Loving unfolds over several years, from 1958 forward, as Richard and Mildred raise a family in D.C., while making regular, clandestine trips back to the relatives—and life—they’ve left behind. Since so much of the movie is about conveying the emotional duress of people suffering under an unjust law, Nichols was wise to secure two terrifically subtle performers, capable of conveying a wellspring of feeling through nothing but their eyes and mannerisms. Edgerton, who played a similarly laconic working-class character in the director’s recent Midnight Special, portrays Richard as both an intensely private man, shrinking from the media attention their case eventually attracts, and a deeply sensitive one, carrying the full burden of the Lovings’ ordeal on his broad shoulders. (There’s maybe no actor working today better at physically expressing the depths of inexpressive characters.) Negga, who’s probably best known for her recurring roles on Preacher and Agents Of S.H.I.E.L.D., exhibits a similar range in a low-key register—wilting with melancholy away from her family, beaming with cautious optimism once the ACLU decides to get involved.
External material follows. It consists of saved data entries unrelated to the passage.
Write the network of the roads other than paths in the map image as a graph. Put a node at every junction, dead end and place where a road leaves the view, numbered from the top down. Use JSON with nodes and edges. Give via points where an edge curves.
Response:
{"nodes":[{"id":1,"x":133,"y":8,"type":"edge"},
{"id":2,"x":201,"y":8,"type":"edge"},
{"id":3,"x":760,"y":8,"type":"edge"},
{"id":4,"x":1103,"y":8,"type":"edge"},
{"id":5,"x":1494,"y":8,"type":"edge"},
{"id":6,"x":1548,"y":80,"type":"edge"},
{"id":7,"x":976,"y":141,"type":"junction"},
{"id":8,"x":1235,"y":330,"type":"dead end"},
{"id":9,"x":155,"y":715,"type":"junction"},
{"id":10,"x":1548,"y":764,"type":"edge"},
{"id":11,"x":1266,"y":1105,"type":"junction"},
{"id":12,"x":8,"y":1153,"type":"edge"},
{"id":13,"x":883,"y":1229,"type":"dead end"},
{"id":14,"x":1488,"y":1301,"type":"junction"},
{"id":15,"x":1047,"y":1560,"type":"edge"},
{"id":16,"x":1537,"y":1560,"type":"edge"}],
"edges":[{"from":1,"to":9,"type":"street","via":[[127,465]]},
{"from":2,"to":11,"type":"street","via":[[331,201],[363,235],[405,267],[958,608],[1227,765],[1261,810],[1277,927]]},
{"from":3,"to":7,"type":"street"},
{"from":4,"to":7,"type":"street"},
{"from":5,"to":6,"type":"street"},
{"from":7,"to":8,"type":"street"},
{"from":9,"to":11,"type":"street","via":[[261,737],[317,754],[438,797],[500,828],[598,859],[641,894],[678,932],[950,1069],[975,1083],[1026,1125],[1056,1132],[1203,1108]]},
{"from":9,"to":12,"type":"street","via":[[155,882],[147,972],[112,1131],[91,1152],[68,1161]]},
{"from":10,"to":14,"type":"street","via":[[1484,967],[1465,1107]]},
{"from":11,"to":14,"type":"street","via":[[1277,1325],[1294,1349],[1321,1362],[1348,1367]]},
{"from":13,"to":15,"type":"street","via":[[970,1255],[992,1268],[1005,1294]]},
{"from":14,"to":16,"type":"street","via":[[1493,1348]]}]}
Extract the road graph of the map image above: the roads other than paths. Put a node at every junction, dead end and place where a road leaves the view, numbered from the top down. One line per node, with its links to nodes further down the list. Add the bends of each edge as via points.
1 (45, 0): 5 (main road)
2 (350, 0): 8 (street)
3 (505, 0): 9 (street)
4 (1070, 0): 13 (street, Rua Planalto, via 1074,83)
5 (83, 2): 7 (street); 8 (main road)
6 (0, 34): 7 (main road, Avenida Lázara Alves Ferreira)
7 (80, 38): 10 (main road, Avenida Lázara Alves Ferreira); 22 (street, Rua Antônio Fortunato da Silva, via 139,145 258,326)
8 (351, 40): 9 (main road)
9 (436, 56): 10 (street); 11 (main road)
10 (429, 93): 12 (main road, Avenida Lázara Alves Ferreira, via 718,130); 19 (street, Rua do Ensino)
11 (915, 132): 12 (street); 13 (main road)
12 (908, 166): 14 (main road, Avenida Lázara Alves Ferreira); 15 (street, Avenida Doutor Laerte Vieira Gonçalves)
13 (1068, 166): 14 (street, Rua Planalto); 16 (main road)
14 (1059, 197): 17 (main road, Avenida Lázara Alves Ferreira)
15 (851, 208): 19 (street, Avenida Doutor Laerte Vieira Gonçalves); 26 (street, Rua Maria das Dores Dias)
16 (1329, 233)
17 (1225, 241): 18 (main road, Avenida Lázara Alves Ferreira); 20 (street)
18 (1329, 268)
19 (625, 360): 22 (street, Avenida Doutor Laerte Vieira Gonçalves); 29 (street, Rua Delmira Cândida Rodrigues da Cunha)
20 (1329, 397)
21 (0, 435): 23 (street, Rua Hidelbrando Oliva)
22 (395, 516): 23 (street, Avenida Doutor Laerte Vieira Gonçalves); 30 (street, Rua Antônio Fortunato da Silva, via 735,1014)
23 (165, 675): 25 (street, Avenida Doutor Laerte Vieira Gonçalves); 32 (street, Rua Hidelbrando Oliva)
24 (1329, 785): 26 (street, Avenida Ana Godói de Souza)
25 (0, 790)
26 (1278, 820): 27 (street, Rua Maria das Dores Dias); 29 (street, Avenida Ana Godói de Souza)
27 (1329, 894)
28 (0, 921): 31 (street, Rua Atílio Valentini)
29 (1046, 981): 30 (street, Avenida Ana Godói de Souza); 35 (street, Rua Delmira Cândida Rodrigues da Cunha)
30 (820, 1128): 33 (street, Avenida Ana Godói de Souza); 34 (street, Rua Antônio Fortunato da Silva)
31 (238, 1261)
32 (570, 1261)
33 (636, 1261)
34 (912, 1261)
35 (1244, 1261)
Nichols’ staunch refusal to glamorize the Lovings, his insistence on depicting them as normal people making unwitting history, is admirable in theory. This is not a movie that hands its leads big speeches or encourages them to make these real-life people larger than life, like the noble subjects of some grandiose biopic. At the same time, Loving arguably goes too far in the opposite direction, committing so hard to the Lovings’ fundamental ordinariness that they end up looking less like characters than paradigms of American decency and perseverance, defined only by their struggle. It doesn’t help that Nichols stacks the audience-sympathy deck in small but still unnecessary ways. Assuming, perhaps, that viewers need a specific face on which to project their outrage, the movie casts Marton Csokas as the cold-hearted sheriff, delivering a supervillain monologue about the importance of segregation. And Nichols abuses his own talent for quotidian detail by zeroing in on pocket-sized proof of the big city’s inhospitality—dogs rooting through garbage; a single, sad tree planted in concrete—without explaining why the Lovings had to move to D.C. after leaving Virginia. The point is that the two should have been allowed to live wherever they want, not that where they did end up living was intolerable.

Loving eventually arrives upon its historic court case, with a very distracting Nick Kroll as the pro bono attorney fighting to get them before the Supreme Court. This is the point where characters start saying things like, “You realize this could alter the Constitution Of The United States,” threatening to transform the movie into a better-directed version of one of those stodgy, social-issue TV dramas like Gideon’s Trumpet. But Nichols keeps the focus on the Lovings themselves, enduring in slow motion. “You knew better,” Richard is told, by everybody from his midwife mother to his black friends to that dastardly lawman, and there’s power in the couple’s common-sense resistance to conventional wisdom: They love each other, and they’re not hurting anyone, so why listen when friend and foe alike tell them to give up? Loving makes the uncontroversial case for Richard and Mildred as accidental revolutionaries, implicitly tracing a line from their hard-won victory to recent triumphs in the ongoing battle for marriage equality. But even those inspired by the Lovings’ story might acknowledge a tough truth: Watching two people patiently wait for the world to change, reacting to the occasional good or bad news they receive, is not the stuff of crackerjack drama.